■ THE TASK:
Leaving out all pictures, return the records word for word.

Data extracted from a collection:
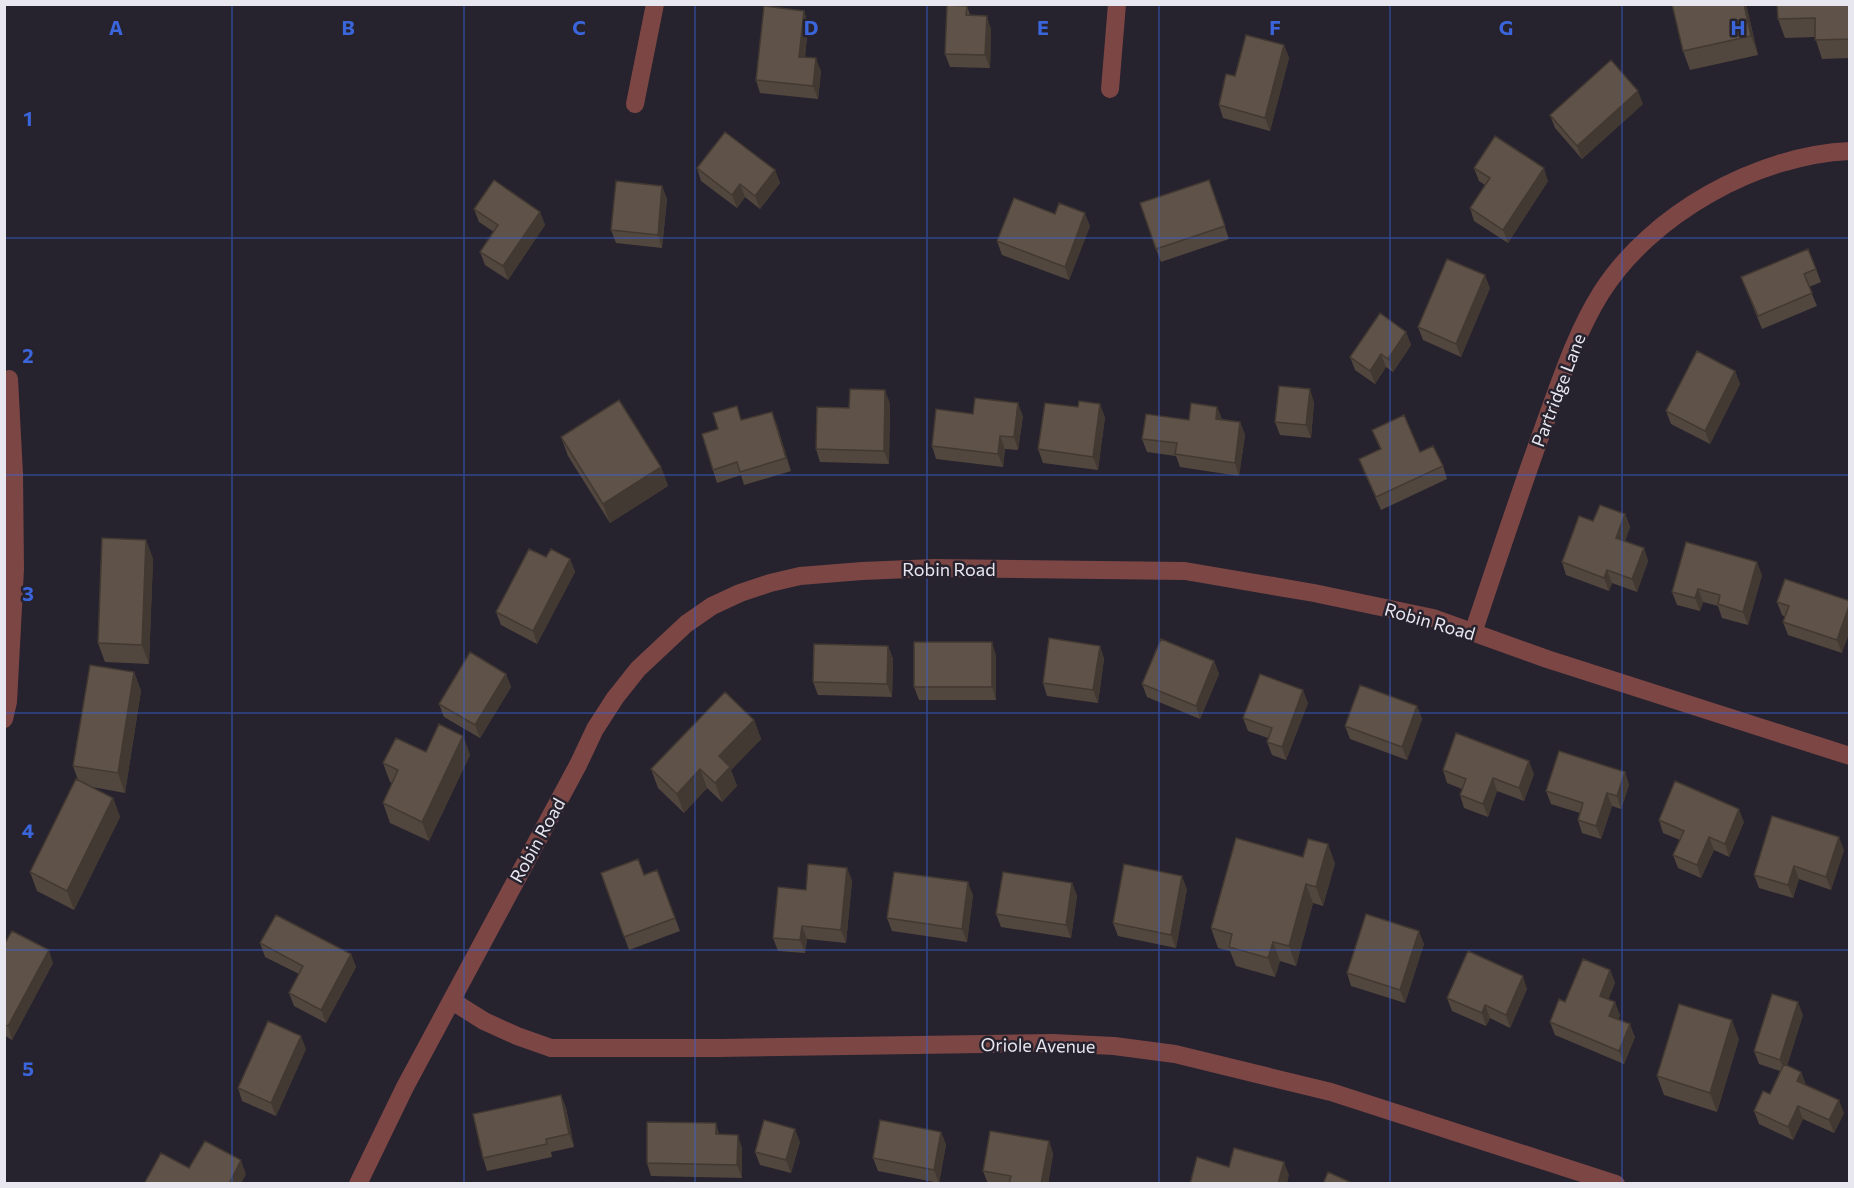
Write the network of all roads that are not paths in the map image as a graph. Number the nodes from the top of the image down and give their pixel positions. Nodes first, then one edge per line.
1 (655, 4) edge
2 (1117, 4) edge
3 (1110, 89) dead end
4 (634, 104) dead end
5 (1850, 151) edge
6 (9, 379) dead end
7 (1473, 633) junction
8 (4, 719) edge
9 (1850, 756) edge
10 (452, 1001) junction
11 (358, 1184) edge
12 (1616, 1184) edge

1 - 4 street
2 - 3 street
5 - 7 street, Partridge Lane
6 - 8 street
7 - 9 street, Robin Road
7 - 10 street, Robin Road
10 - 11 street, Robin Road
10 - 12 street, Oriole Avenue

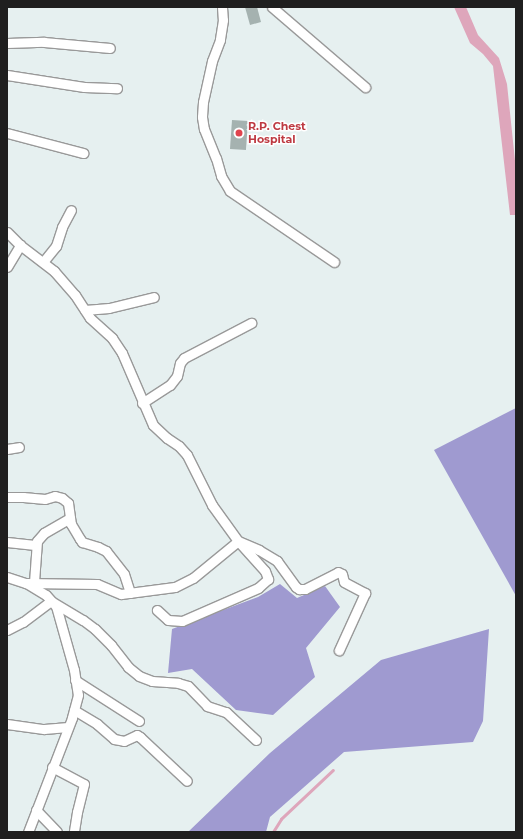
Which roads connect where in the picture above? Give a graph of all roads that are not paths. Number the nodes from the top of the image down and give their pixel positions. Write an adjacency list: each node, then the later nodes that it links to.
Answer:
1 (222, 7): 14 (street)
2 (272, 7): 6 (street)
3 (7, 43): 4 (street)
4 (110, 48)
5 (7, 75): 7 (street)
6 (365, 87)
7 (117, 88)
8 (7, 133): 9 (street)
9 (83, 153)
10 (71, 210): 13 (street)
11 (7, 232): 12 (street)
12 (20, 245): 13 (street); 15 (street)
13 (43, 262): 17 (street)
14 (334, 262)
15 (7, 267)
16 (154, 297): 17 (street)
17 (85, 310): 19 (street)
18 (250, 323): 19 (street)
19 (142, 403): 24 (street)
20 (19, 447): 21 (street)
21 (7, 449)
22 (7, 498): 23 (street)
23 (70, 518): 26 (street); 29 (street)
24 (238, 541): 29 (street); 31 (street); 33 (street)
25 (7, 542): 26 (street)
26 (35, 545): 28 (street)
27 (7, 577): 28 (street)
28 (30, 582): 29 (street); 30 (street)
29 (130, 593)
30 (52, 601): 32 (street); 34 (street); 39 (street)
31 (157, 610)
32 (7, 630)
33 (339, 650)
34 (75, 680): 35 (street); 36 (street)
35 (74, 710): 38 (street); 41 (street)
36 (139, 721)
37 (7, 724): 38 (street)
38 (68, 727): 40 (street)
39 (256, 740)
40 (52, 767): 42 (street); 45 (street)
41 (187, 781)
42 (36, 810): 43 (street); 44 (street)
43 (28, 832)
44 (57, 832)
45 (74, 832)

■ ANSWER TO THIS PROBLEM:
Write the network of all roads that are not paths in the map image as a graph. Number the nodes from the top of the image down and give their pixel positions. Nodes first, then one edge per line.
1 (655, 4) edge
2 (1117, 4) edge
3 (1110, 89) dead end
4 (634, 104) dead end
5 (1850, 151) edge
6 (9, 379) dead end
7 (1473, 633) junction
8 (4, 719) edge
9 (1850, 756) edge
10 (452, 1001) junction
11 (358, 1184) edge
12 (1616, 1184) edge

1 - 4 street
2 - 3 street
5 - 7 street, Partridge Lane
6 - 8 street
7 - 9 street, Robin Road
7 - 10 street, Robin Road
10 - 11 street, Robin Road
10 - 12 street, Oriole Avenue

Which roads connect where in the picture above? Give a graph of all roads that are not paths. Number the nodes from the top of the image down and give their pixel positions. Write an adjacency list: each node, then the later nodes that it links to.
Answer:
1 (222, 7): 14 (street)
2 (272, 7): 6 (street)
3 (7, 43): 4 (street)
4 (110, 48)
5 (7, 75): 7 (street)
6 (365, 87)
7 (117, 88)
8 (7, 133): 9 (street)
9 (83, 153)
10 (71, 210): 13 (street)
11 (7, 232): 12 (street)
12 (20, 245): 13 (street); 15 (street)
13 (43, 262): 17 (street)
14 (334, 262)
15 (7, 267)
16 (154, 297): 17 (street)
17 (85, 310): 19 (street)
18 (250, 323): 19 (street)
19 (142, 403): 24 (street)
20 (19, 447): 21 (street)
21 (7, 449)
22 (7, 498): 23 (street)
23 (70, 518): 26 (street); 29 (street)
24 (238, 541): 29 (street); 31 (street); 33 (street)
25 (7, 542): 26 (street)
26 (35, 545): 28 (street)
27 (7, 577): 28 (street)
28 (30, 582): 29 (street); 30 (street)
29 (130, 593)
30 (52, 601): 32 (street); 34 (street); 39 (street)
31 (157, 610)
32 (7, 630)
33 (339, 650)
34 (75, 680): 35 (street); 36 (street)
35 (74, 710): 38 (street); 41 (street)
36 (139, 721)
37 (7, 724): 38 (street)
38 (68, 727): 40 (street)
39 (256, 740)
40 (52, 767): 42 (street); 45 (street)
41 (187, 781)
42 (36, 810): 43 (street); 44 (street)
43 (28, 832)
44 (57, 832)
45 (74, 832)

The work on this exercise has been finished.